[Opening RECORDS PROVIDED section]
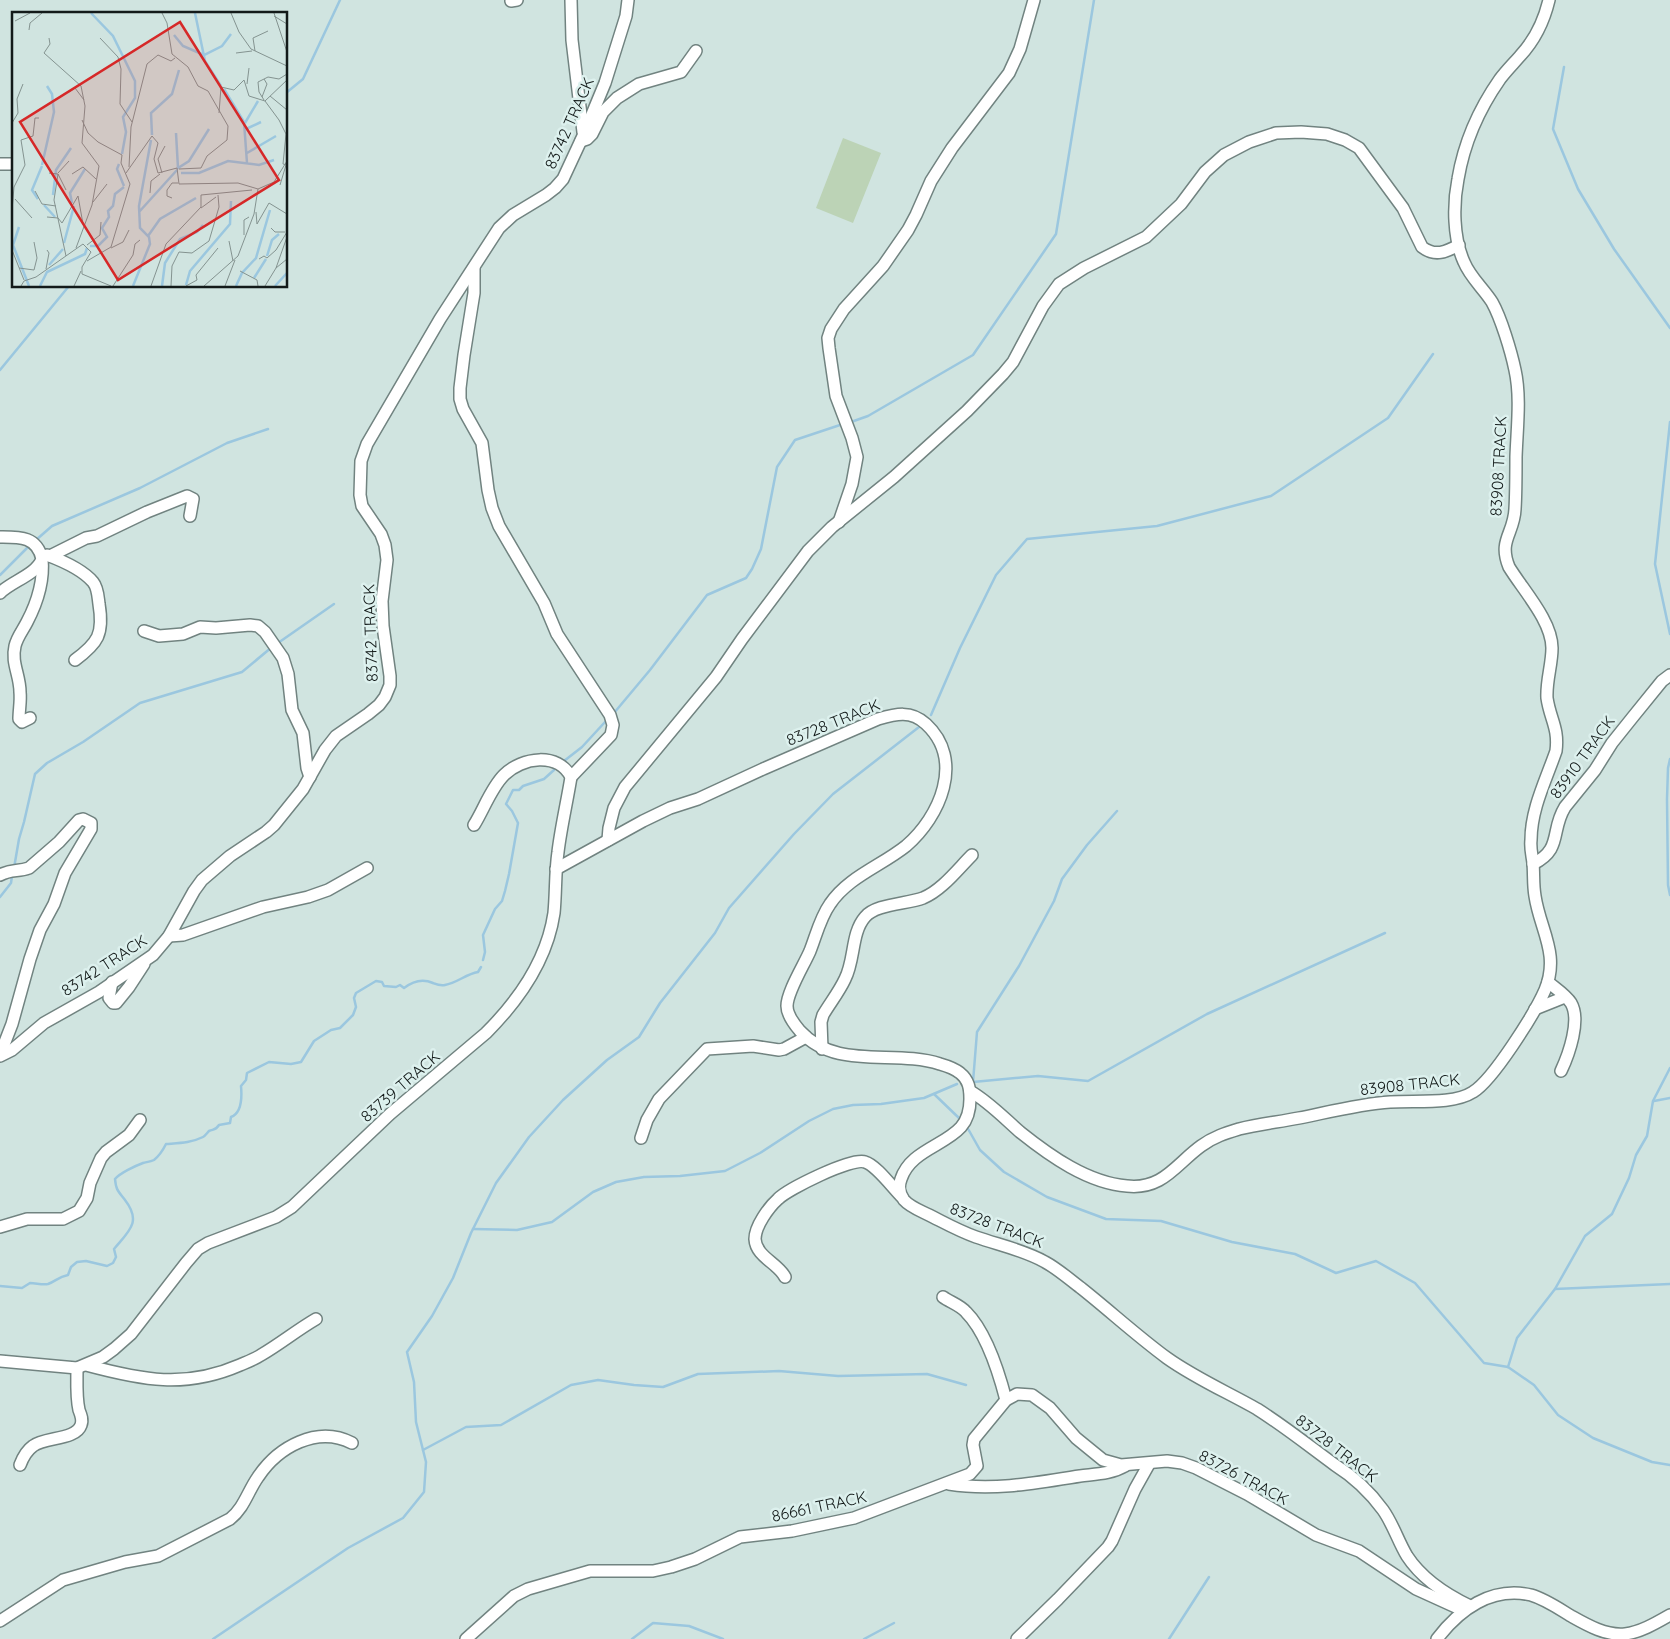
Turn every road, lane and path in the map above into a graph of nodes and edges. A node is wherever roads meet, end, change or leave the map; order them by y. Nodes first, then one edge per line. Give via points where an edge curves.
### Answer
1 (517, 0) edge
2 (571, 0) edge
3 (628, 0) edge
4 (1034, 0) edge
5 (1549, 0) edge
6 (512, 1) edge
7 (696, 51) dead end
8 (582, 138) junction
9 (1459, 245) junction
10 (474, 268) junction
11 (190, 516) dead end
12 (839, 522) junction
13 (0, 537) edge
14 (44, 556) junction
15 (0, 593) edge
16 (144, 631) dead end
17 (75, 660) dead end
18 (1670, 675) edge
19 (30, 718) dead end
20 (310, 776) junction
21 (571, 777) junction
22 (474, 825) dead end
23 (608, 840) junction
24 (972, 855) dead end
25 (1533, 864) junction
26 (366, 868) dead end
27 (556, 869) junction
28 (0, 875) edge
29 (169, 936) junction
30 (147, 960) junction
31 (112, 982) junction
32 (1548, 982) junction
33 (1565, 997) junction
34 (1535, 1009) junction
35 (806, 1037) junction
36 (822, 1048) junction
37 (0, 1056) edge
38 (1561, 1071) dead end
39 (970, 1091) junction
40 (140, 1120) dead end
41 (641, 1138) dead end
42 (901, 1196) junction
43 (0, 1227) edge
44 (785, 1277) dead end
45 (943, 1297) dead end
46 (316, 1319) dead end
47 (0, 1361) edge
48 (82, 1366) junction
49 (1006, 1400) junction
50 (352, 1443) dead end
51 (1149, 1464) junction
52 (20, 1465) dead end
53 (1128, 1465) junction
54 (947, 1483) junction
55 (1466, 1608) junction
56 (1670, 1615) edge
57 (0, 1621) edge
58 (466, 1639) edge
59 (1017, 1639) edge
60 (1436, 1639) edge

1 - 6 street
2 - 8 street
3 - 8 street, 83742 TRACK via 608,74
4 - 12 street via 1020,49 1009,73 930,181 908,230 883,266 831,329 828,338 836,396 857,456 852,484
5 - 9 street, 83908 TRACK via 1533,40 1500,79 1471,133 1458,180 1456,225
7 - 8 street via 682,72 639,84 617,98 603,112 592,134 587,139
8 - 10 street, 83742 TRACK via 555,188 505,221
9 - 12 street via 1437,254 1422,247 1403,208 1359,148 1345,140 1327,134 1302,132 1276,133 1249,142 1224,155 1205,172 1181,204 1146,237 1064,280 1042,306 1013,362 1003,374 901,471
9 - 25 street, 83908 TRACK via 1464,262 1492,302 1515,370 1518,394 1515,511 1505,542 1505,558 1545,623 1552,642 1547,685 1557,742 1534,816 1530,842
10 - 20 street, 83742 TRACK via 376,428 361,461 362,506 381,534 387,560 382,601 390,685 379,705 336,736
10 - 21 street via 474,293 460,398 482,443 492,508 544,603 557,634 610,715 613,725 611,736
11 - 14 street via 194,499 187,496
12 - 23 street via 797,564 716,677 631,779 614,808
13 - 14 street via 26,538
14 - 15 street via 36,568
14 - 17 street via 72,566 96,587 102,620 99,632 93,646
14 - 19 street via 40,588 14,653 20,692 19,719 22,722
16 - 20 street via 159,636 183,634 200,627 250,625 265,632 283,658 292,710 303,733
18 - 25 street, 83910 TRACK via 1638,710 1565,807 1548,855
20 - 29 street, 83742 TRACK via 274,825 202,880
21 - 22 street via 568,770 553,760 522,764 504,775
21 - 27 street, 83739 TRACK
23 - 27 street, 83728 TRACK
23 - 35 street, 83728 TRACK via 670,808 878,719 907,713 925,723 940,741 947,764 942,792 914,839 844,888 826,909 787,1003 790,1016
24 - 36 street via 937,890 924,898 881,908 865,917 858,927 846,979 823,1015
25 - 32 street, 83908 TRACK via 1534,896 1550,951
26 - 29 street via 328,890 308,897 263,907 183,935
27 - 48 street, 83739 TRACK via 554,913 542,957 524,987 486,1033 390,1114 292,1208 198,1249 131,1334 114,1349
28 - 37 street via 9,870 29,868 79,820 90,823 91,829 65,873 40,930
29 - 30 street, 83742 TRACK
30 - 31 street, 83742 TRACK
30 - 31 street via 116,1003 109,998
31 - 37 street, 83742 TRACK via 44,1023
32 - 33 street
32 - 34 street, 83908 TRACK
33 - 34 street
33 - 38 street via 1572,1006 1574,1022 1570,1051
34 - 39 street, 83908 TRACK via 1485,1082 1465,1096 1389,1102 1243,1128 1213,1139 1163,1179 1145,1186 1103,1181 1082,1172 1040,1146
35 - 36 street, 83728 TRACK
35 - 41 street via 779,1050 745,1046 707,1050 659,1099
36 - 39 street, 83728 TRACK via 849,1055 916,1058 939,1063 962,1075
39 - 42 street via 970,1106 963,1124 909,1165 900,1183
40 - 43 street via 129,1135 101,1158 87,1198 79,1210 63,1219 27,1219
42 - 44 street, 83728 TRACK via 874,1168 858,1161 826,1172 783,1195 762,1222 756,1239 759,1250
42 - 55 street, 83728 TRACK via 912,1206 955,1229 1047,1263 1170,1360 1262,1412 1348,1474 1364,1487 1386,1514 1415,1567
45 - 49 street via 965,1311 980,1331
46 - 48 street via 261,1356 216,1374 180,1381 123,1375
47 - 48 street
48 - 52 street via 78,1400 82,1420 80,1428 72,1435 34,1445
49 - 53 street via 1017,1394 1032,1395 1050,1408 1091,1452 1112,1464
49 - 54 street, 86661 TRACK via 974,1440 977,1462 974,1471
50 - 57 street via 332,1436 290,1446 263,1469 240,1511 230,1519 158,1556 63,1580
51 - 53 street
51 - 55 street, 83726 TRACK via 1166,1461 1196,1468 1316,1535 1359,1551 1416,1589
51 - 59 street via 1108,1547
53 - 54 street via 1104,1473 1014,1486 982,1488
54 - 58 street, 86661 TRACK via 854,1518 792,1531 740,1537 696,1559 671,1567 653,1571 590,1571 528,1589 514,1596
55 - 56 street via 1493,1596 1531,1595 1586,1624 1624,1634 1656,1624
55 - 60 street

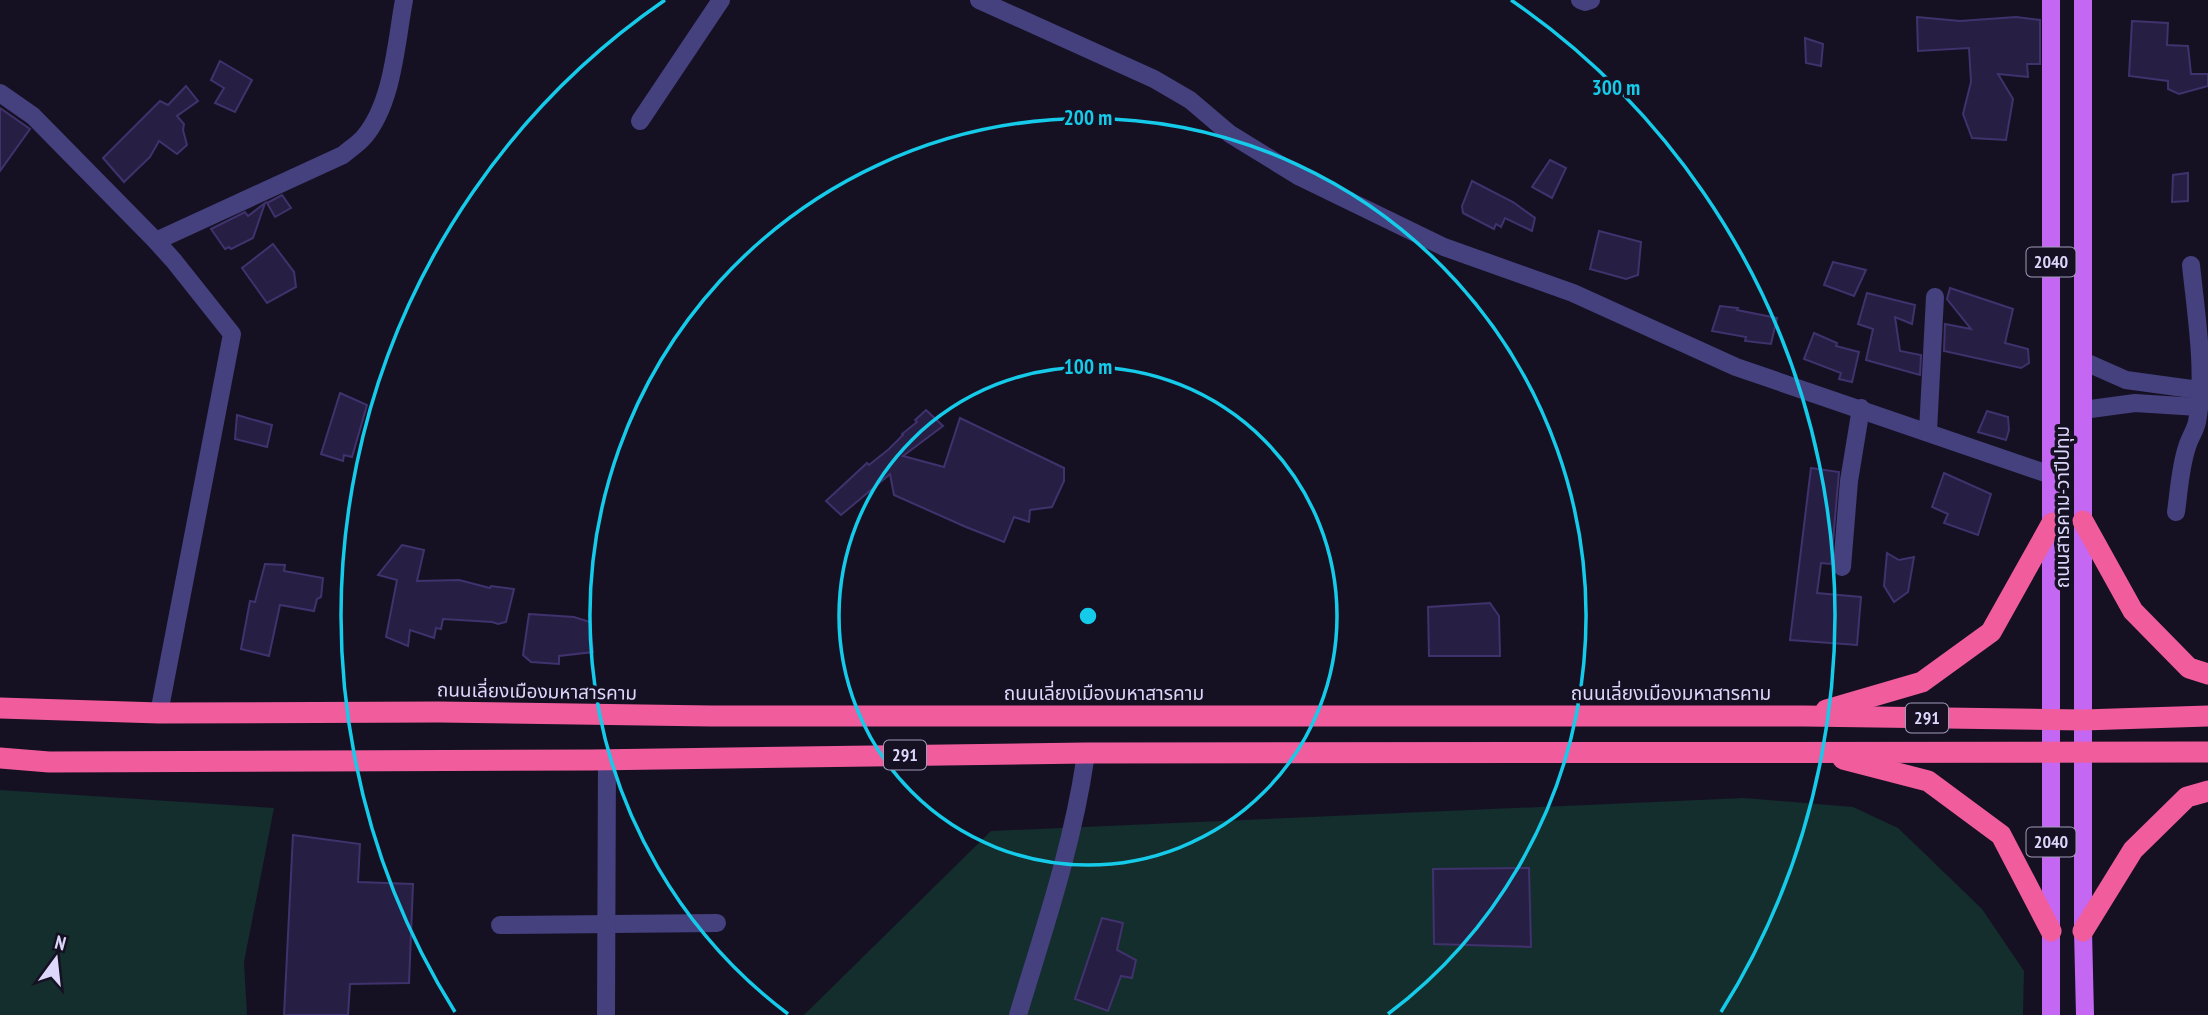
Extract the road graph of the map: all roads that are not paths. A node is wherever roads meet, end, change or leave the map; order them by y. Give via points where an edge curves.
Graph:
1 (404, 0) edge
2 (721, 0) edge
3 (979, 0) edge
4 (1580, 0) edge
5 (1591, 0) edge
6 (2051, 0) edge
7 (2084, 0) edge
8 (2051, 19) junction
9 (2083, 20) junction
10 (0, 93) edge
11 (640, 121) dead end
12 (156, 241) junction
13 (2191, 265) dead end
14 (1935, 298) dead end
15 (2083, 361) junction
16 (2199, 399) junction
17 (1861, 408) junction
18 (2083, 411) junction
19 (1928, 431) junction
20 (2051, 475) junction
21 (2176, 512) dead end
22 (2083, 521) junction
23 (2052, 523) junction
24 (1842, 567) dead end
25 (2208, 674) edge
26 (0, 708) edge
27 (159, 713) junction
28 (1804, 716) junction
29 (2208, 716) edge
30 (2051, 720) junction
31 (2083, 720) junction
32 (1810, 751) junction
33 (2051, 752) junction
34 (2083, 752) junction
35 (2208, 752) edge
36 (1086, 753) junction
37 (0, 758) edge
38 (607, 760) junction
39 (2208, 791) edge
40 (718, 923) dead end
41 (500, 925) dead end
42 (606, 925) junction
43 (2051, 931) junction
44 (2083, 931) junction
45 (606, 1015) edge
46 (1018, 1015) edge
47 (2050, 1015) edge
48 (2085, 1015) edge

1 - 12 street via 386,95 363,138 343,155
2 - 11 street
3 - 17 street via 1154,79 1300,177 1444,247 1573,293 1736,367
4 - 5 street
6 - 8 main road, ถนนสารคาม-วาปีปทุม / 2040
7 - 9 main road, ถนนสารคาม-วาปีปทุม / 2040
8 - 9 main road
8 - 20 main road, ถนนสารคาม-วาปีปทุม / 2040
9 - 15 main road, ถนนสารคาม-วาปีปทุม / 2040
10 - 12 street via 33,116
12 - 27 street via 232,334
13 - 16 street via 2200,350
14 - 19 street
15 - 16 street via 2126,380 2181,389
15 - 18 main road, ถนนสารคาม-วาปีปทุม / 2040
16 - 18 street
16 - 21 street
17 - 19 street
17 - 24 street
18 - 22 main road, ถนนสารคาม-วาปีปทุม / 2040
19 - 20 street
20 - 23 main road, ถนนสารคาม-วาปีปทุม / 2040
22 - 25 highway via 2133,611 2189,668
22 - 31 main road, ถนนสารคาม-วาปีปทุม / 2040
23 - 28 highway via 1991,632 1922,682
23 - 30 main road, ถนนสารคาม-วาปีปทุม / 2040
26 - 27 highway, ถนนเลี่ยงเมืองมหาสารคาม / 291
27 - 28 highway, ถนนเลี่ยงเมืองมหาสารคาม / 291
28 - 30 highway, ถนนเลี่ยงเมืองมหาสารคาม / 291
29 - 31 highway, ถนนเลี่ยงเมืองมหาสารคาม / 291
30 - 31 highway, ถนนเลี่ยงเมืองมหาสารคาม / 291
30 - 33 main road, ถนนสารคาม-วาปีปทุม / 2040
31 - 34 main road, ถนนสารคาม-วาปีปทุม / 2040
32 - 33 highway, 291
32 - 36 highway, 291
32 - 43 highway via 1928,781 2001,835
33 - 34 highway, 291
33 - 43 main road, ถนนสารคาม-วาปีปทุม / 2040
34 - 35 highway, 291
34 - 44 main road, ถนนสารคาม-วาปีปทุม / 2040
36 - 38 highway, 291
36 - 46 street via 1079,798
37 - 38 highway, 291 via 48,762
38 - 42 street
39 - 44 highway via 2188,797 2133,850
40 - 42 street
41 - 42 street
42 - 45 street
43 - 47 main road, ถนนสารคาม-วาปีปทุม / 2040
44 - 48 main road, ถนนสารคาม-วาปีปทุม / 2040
[Closing RECORDS PROVIDED section]
• _WORK ITEM_:
What lines above contain the word "ยงเม"? Please copy each one.

• _EXERCISE ANSWER_:
26 - 27 highway, ถนนเลี่ยงเมืองมหาสารคาม / 291
27 - 28 highway, ถนนเลี่ยงเมืองมหาสารคาม / 291
28 - 30 highway, ถนนเลี่ยงเมืองมหาสารคาม / 291
29 - 31 highway, ถนนเลี่ยงเมืองมหาสารคาม / 291
30 - 31 highway, ถนนเลี่ยงเมืองมหาสารคาม / 291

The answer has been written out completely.